-------- PROVIDED ENTRIES

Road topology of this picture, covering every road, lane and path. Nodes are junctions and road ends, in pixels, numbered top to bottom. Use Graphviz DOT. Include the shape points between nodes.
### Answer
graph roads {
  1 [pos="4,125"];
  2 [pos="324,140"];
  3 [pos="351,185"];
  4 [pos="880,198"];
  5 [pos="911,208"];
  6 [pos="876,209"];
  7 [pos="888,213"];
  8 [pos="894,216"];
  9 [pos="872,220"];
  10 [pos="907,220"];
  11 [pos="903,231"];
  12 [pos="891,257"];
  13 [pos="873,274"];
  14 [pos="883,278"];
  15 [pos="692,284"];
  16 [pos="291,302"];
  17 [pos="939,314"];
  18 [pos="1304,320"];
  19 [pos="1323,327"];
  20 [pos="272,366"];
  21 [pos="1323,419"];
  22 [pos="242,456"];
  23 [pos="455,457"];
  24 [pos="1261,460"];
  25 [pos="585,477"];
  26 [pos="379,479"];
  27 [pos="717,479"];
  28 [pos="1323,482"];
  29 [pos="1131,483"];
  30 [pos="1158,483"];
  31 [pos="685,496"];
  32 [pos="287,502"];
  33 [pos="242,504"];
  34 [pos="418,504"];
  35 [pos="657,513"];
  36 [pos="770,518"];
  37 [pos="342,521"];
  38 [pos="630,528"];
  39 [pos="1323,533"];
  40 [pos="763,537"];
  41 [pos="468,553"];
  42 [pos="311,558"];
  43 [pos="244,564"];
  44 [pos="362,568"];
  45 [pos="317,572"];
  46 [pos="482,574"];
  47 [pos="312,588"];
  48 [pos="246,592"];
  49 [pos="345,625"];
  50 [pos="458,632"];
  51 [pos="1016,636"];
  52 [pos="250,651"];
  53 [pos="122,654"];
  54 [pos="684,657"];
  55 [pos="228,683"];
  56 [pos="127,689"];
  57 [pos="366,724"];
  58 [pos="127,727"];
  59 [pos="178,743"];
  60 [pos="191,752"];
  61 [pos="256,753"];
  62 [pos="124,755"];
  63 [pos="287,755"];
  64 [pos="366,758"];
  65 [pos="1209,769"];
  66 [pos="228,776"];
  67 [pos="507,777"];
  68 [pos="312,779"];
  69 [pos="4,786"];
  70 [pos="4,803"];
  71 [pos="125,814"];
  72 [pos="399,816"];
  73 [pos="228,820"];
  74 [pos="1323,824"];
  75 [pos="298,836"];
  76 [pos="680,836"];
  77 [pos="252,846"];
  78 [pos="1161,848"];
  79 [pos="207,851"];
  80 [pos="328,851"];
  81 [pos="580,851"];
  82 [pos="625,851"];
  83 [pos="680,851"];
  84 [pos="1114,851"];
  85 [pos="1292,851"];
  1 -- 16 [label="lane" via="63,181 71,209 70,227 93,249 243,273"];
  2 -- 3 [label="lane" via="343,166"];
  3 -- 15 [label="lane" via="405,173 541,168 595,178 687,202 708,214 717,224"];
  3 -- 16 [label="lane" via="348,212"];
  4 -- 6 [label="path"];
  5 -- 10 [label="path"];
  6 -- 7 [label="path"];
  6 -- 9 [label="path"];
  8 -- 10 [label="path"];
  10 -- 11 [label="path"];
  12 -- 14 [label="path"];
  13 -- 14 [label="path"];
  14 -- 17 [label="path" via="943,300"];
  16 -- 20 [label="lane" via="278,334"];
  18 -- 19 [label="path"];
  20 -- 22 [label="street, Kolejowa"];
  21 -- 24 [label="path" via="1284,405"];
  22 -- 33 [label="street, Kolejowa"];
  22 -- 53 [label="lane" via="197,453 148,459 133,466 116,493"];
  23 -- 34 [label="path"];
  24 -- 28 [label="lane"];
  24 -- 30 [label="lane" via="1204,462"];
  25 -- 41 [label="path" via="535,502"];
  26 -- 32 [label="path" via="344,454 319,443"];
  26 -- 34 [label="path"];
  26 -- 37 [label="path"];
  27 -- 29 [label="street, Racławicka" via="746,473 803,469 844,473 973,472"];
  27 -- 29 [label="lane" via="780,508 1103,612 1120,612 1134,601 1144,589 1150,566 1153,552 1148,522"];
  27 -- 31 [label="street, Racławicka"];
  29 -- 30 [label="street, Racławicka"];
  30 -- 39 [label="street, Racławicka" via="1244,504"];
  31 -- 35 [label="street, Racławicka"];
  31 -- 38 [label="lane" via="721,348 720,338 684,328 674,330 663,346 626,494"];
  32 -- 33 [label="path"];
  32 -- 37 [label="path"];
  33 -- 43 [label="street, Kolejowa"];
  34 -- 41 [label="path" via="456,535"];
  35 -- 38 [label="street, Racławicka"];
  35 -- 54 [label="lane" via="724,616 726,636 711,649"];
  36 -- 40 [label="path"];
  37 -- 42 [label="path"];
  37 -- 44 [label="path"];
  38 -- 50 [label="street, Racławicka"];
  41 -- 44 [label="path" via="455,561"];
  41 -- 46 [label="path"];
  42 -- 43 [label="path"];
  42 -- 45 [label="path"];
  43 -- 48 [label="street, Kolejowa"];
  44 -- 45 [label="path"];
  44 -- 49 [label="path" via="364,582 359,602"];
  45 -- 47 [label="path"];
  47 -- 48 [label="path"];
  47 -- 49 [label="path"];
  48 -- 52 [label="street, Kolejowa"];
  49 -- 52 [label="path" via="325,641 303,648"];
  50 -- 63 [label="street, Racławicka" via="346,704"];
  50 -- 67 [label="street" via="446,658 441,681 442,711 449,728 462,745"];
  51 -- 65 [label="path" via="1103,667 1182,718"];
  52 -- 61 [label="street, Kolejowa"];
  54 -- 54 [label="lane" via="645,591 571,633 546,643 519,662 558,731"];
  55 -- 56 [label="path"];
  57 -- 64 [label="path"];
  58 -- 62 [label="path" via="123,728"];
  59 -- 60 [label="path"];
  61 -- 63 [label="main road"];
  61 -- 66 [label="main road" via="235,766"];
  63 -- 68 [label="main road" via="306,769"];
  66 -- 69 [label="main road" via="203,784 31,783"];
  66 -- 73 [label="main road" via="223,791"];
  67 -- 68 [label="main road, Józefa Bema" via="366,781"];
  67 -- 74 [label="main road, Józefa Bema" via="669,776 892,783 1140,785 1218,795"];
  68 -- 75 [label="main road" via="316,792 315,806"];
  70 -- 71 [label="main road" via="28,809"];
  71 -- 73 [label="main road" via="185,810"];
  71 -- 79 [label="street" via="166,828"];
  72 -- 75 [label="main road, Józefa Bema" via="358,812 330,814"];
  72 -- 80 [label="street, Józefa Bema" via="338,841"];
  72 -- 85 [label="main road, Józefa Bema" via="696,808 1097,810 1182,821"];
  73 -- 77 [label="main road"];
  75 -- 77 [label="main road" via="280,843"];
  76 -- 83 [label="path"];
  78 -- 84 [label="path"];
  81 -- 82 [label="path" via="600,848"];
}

----------------

Each line of the data that has the string "Kolejowa" should be returned.

* _ANSWER SECTION_:
  20 -- 22 [label="street, Kolejowa"];
  22 -- 33 [label="street, Kolejowa"];
  33 -- 43 [label="street, Kolejowa"];
  43 -- 48 [label="street, Kolejowa"];
  48 -- 52 [label="street, Kolejowa"];
  52 -- 61 [label="street, Kolejowa"];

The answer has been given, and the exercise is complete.